#### [MATERIAL FOR THIS TASK]

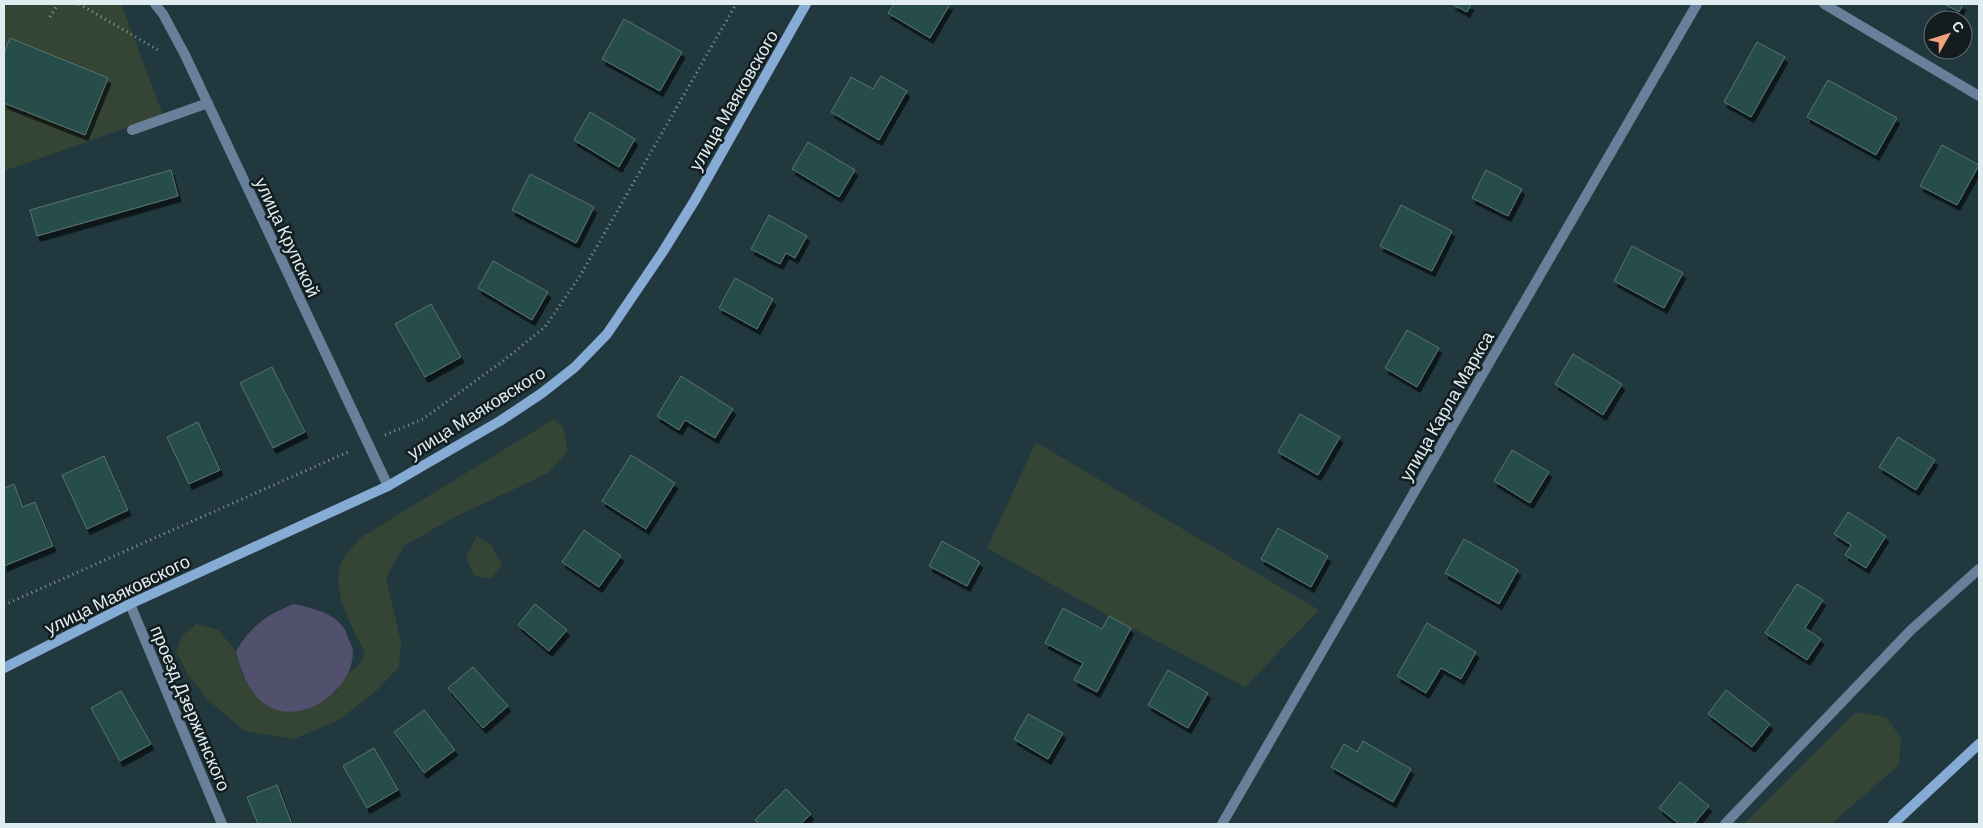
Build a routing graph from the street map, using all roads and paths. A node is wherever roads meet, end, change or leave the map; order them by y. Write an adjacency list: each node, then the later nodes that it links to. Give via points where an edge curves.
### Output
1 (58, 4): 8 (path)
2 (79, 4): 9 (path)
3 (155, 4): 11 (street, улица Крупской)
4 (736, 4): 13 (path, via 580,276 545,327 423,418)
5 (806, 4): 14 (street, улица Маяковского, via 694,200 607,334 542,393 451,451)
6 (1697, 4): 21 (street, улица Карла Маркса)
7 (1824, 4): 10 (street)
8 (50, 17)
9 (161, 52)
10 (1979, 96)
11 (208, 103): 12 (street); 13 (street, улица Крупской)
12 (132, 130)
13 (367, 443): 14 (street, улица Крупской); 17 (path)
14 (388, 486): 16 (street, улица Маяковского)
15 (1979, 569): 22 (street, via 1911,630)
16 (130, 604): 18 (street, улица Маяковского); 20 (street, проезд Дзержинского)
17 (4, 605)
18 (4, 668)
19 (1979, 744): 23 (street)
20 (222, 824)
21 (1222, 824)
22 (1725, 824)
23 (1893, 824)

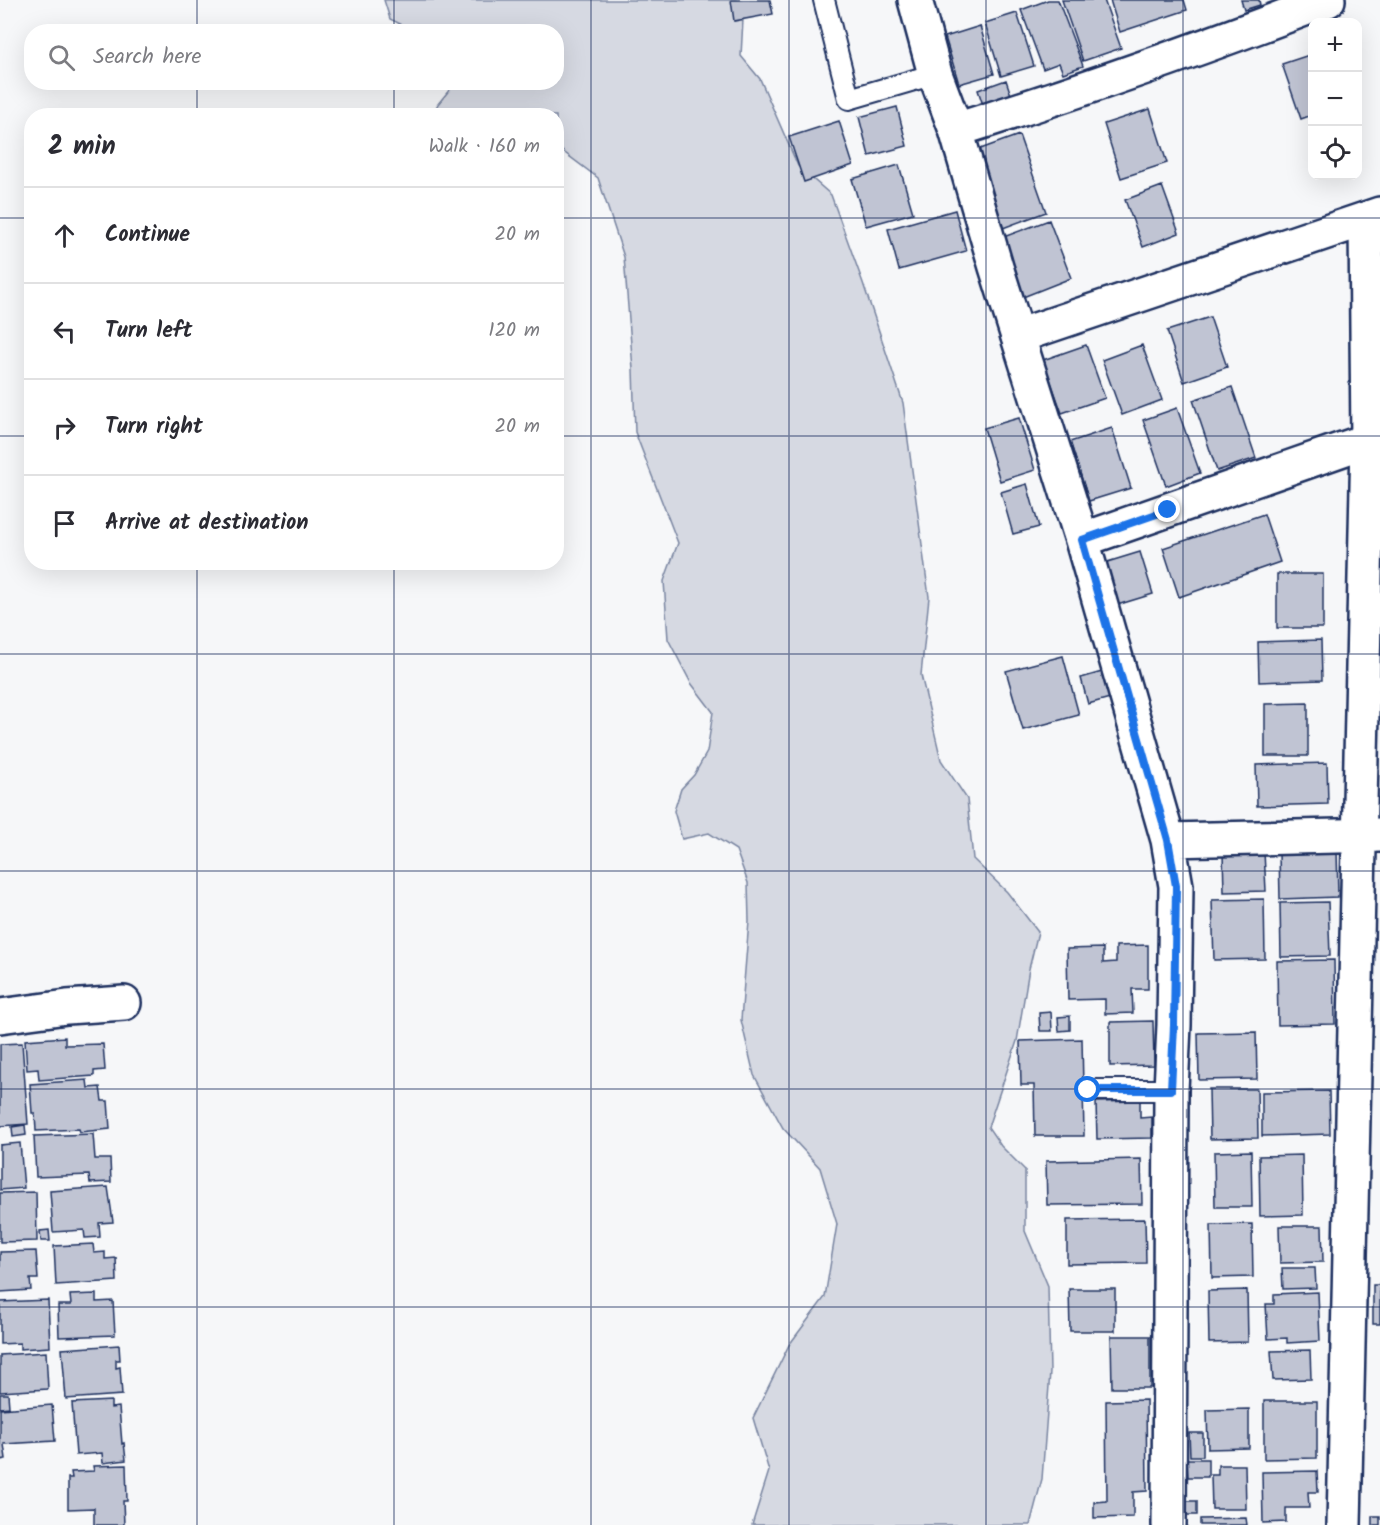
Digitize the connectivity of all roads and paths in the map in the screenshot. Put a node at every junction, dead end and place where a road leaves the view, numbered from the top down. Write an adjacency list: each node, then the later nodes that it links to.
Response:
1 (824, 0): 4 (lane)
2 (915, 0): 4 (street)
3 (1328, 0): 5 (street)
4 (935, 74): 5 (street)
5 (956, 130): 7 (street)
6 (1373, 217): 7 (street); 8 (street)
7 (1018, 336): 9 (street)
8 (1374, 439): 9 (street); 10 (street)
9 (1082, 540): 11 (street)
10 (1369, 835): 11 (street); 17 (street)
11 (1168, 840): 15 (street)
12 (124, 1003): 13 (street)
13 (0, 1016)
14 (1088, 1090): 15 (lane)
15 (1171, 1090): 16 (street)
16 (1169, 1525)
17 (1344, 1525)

#### [WORK REQUEST]
Could you retype exactly the lines from the one containing "Digitize the connectivity" through the final line of the data above, and no others?

#### [OUTPUT OF THE EXERCISE]
Digitize the connectivity of all roads and paths in the map in the screenshot. Put a node at every junction, dead end and place where a road leaves the view, numbered from the top down. Write an adjacency list: each node, then the later nodes that it links to.
Response:
1 (824, 0): 4 (lane)
2 (915, 0): 4 (street)
3 (1328, 0): 5 (street)
4 (935, 74): 5 (street)
5 (956, 130): 7 (street)
6 (1373, 217): 7 (street); 8 (street)
7 (1018, 336): 9 (street)
8 (1374, 439): 9 (street); 10 (street)
9 (1082, 540): 11 (street)
10 (1369, 835): 11 (street); 17 (street)
11 (1168, 840): 15 (street)
12 (124, 1003): 13 (street)
13 (0, 1016)
14 (1088, 1090): 15 (lane)
15 (1171, 1090): 16 (street)
16 (1169, 1525)
17 (1344, 1525)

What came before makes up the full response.